What Cohabitation Is Under French Law
Cohabitation (concubinage) is defined in Article 515-8 of the Civil Code as a union of fact, characterised by a shared life of stable and continuous character, between two persons — of different or the same sex — living as a couple. No formality is required to enter into it. No formality is required to leave it.
The shared life and life-as-a-couple do not necessarily require the two persons to share the same domicile full-time (CA Douai 12-12-2002 n° 01-03255). Proof of cohabitation is established by any means: utility bills at the same address, a joint bank account, a lease in both names, a cohabitation certificate issued by the municipality. However, courts have ruled that electricity bills alone — or the mere presence of both names on a lease signed years before the death in question — are insufficient to establish cohabitation on their own (Cass. 1ère civ. 3-10-2018 n° 17-13.113 F-PB).

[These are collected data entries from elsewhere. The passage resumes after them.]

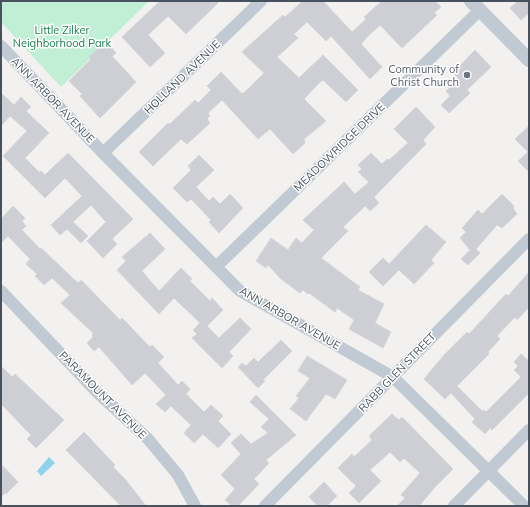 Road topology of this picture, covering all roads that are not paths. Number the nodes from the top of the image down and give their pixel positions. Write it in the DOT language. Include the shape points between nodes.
graph roads {
  1 [pos="261,1"];
  2 [pos="475,6"];
  3 [pos="1,46"];
  4 [pos="528,58"];
  5 [pos="103,153"];
  6 [pos="529,239"];
  7 [pos="216,267"];
  8 [pos="1,291"];
  9 [pos="393,377"];
  10 [pos="529,430"];
  11 [pos="489,471"];
  12 [pos="195,506"];
  13 [pos="265,506"];
  14 [pos="454,506"];
  15 [pos="524,506"];
  1 -- 5 [label="street, HOLLAND AVENUE"];
  2 -- 4 [label="street"];
  2 -- 7 [label="street, MEADOWRIDGE DRIVE"];
  3 -- 5 [label="street, ANN ARBOR AVENUE"];
  5 -- 7 [label="street, ANN ARBOR AVENUE"];
  6 -- 9 [label="street, RABB GLEN STREET"];
  7 -- 9 [label="street, ANN ARBOR AVENUE" via="240,291"];
  8 -- 12 [label="street, PARAMOUNT AVENUE" via="97,392 148,439 178,475"];
  9 -- 11 [label="street, ANN ARBOR AVENUE"];
  9 -- 13 [label="street, RABB GLEN STREET"];
  10 -- 11 [label="street"];
  11 -- 14 [label="street"];
  11 -- 15 [label="street, ANN ARBOR AVENUE"];
} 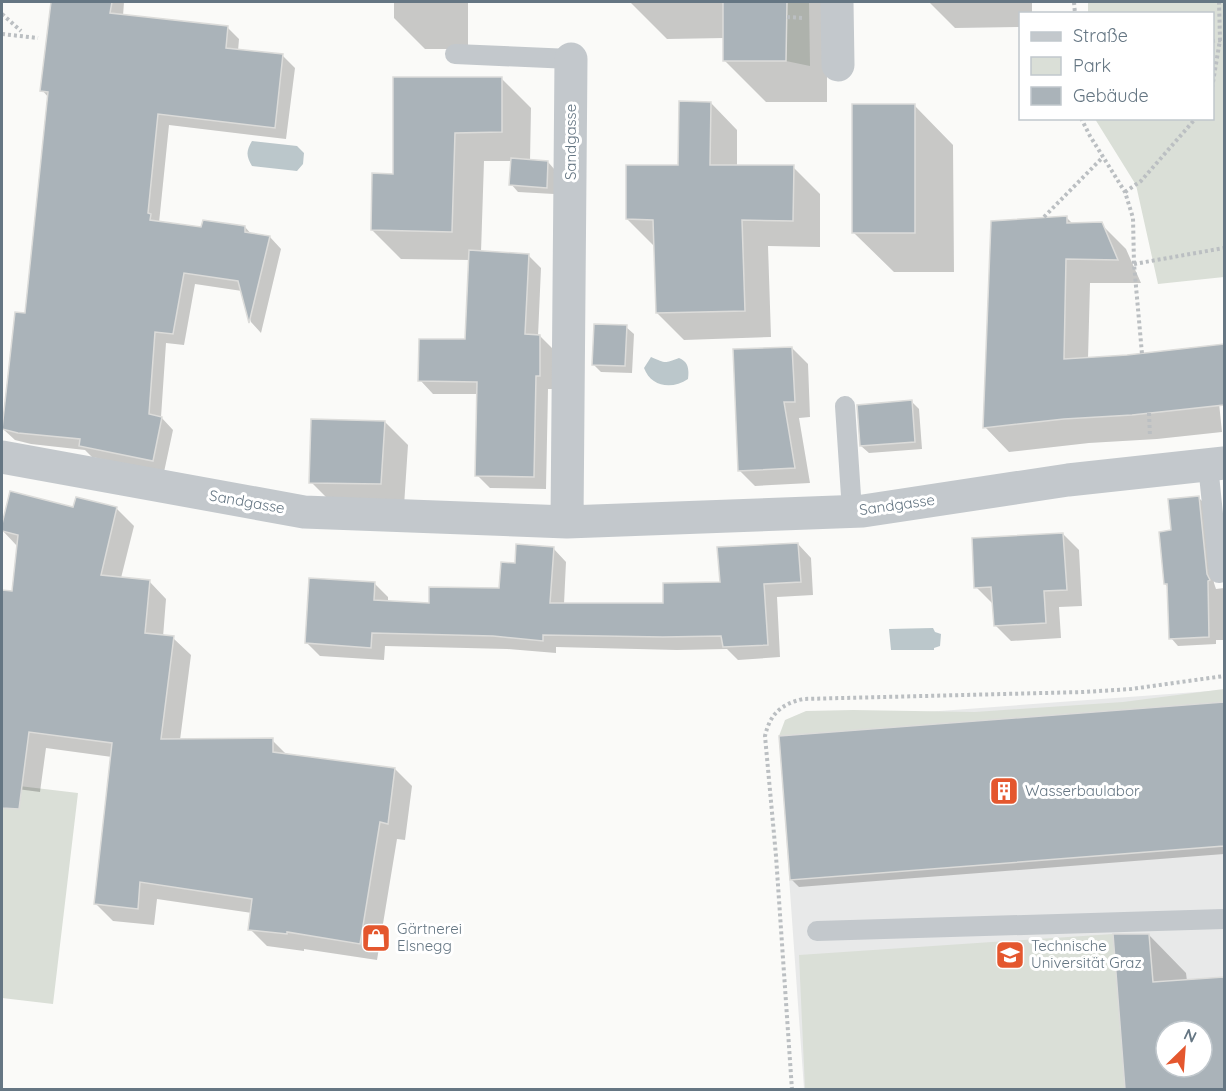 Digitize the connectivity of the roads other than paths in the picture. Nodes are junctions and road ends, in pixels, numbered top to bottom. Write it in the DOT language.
graph roads {
  1 [pos="837,2"];
  2 [pos="455,54"];
  3 [pos="571,59"];
  4 [pos="838,65"];
  5 [pos="845,406"];
  6 [pos="2,457"];
  7 [pos="1216,464"];
  8 [pos="852,512"];
  9 [pos="567,522"];
  10 [pos="1219,573"];
  11 [pos="1224,919"];
  12 [pos="817,931"];
  1 -- 4 [label="street"];
  2 -- 3 [label="lane, Sandgasse"];
  3 -- 9 [label="street, Sandgasse"];
  5 -- 8 [label="lane"];
  6 -- 9 [label="street, Sandgasse"];
  7 -- 8 [label="street, Sandgasse"];
  7 -- 10 [label="lane"];
  8 -- 9 [label="street, Sandgasse"];
  11 -- 12 [label="lane"];
}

The law of cohabitation has three defining characteristics: it is primarily judge-made law (statute provides almost nothing for cohabitants in patrimonial matters); it is fragmentary (rights and obligations arise almost exclusively in situations of crisis — separation or death); and it is complex (courts of appeal diverge on many questions). In the famous formula of the jurist Jean Carbonnier: cohabitation appears in French law only at the moment it dies.
Daily Life: No Obligations, No Solidarity
No Duty to Contribute to Household Expenses
The most fundamental distinction between cohabitation and the two formalised statuses is that cohabiting partners owe each other nothing by law. There is no obligation to contribute to household expenses — a duty that the Civil Code imposes on married spouses (Art. 214) and PACS partners (Art. 515-4). Each cohabitant bears, personally and definitively, the household expenses they have incurred. This means there are no accounts to settle at the end: the partner who paid more simply paid more, and cannot claim reimbursement for the excess without proving a specific obligation to the contrary (Cass. 1ère civ. 28-11-2006 n° 04-15.480). Nothing prevents partners from concluding a cohabitation convention to govern how they share daily expenses — such an agreement, if proved, creates enforceable obligations.
No Joint and Several Liability for Household Debts
A cohabitant is not jointly and severally liable for household debts contracted by the other. This contrasts directly with married spouses and PACS partners, both of whom are bound by the solidarity mechanism of Article 220 of the Civil Code. Each cohabitant answers only for debts they have personally contracted (Cass. 1ère civ. 23-3-2011 n° 09-71.261; Cass. 1ère civ. 7-11-2012 n° 11-25.430). The theory of apparent authority is applied with great strictness — a "legitimate error severely assessed" — which virtually eliminates it as a practical risk for professional creditors who failed to check civil status. Where cohabitants jointly operate a business together, however, the joint exploitation confers on each the status of trader and justifies joint and several liability for business debts (Cass. com. 28-6-1983).
The absence of household debt solidarity cuts both ways. A cohabitant's partner's creditors cannot reach them — an advantage over PACS and marriage. But neither can the cohabitant compel their partner to contribute to shared costs, pay their share of a joint lease, or meet any household obligation. Without a written agreement, each partner is entirely independent — financially exposed only for their own debts, but equally unsupported by the other's resources.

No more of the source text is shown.